La persona que no ha tenido la oportunidad de olfatear en la práctica pedagógica, quien no ha escuchado sus ruidos, quien no ha degustado los sabores y sinsabores, quien no ha visto su panorama in situ, y quien no ha sabido qué es tener la piel erizada en el arduo trabajo de enseñar y de dejar aprender, difícilmente puede hacer juicios de valor justos con los maestros y maestras.

Lo que diferencia al proceso de enseñanza y aprendizaje de otros procesos, su peculiaridad, es que la transformación no acontece con objetos materiales inanimados como en una fábrica, sino con seres humanos particulares, con personas que se modifican a sí mismas con la ayuda de otras personas más capaces; es decir, con los pedagogos, sujetos preparados para guiar, orientar, mediar, compartir, investigar, comprender y afirmar la cultura, el conocimiento, los valores, la tecnología y el amor.

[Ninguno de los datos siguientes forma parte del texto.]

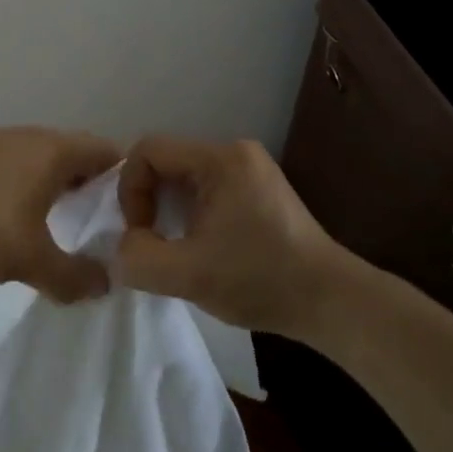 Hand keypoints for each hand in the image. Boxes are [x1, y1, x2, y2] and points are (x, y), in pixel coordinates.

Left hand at [0, 127, 124, 302]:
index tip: (132, 220)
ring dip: (57, 195)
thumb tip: (105, 285)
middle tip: (101, 234)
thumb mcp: (28, 258)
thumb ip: (71, 276)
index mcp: (54, 150)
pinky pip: (17, 173)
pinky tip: (17, 227)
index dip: (127, 184)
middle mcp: (30, 138)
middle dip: (92, 194)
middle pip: (77, 158)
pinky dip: (28, 195)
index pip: (109, 154)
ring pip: (44, 166)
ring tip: (62, 235)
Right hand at [117, 135, 346, 336]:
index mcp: (220, 159)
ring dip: (168, 209)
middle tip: (151, 242)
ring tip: (173, 247)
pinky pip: (207, 188)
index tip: (139, 232)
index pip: (149, 150)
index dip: (130, 188)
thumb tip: (122, 247)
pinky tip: (199, 247)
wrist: (330, 301)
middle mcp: (236, 152)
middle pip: (167, 161)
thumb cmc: (259, 280)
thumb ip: (139, 258)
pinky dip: (190, 213)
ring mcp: (251, 169)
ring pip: (185, 177)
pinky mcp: (259, 190)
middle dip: (148, 200)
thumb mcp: (188, 275) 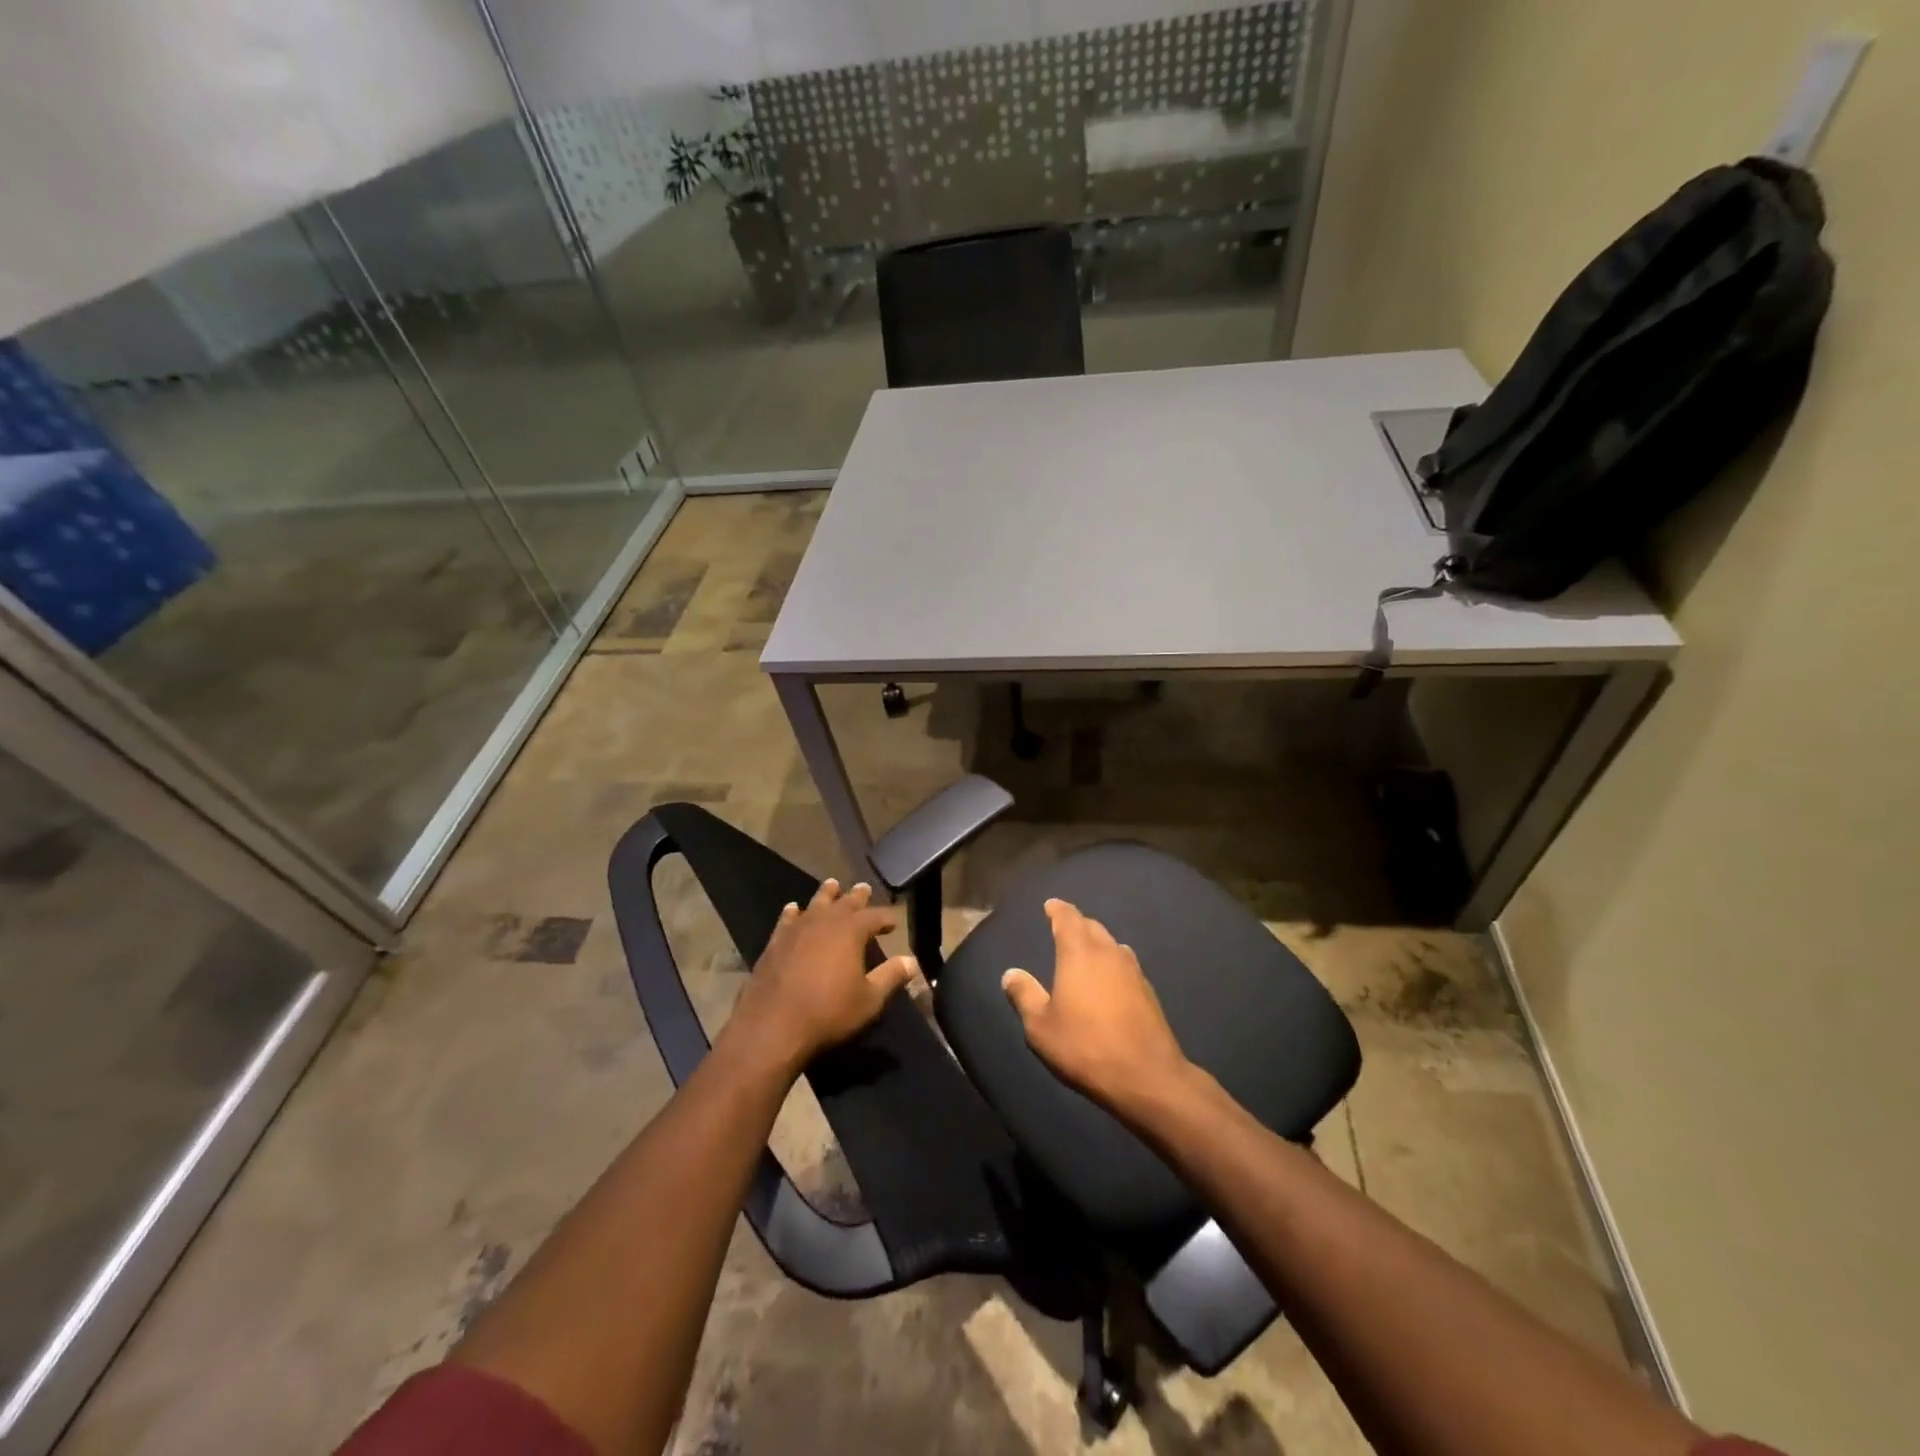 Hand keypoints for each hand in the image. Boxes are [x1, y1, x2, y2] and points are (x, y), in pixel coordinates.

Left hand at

En un panorama como este, la importancia del magisterio no tiene discusión, el valor de su trabajo es colosal, porque prácticamente los maestros y maestras somos los únicos que le estamos dando al niño lo mejor que puede dárseles. Los maestros en medio de la ingratitud y el olvido, como lo escribe Castro Saavedra, hacemos el más noble de los oficios: cultivar la inteligencia de los niños, niñas y jóvenes, estimular su pensamiento, animarlos a encontrar la rosa de la razón en la cruz del presente, como lo dijese Hegel. Un abrazo para todos y todas en este inconmensurable día.

Con sentimientos de aprecio.

José Israel González Blanco

Nota: Este artículo fue publicado por la Revista Latinoamericana de Estudios Educativos, Vol XXXVII, 1 y 2 trimestres. México DF, 2007, p..141-146. Aparece como coautora Gloria Helena González P.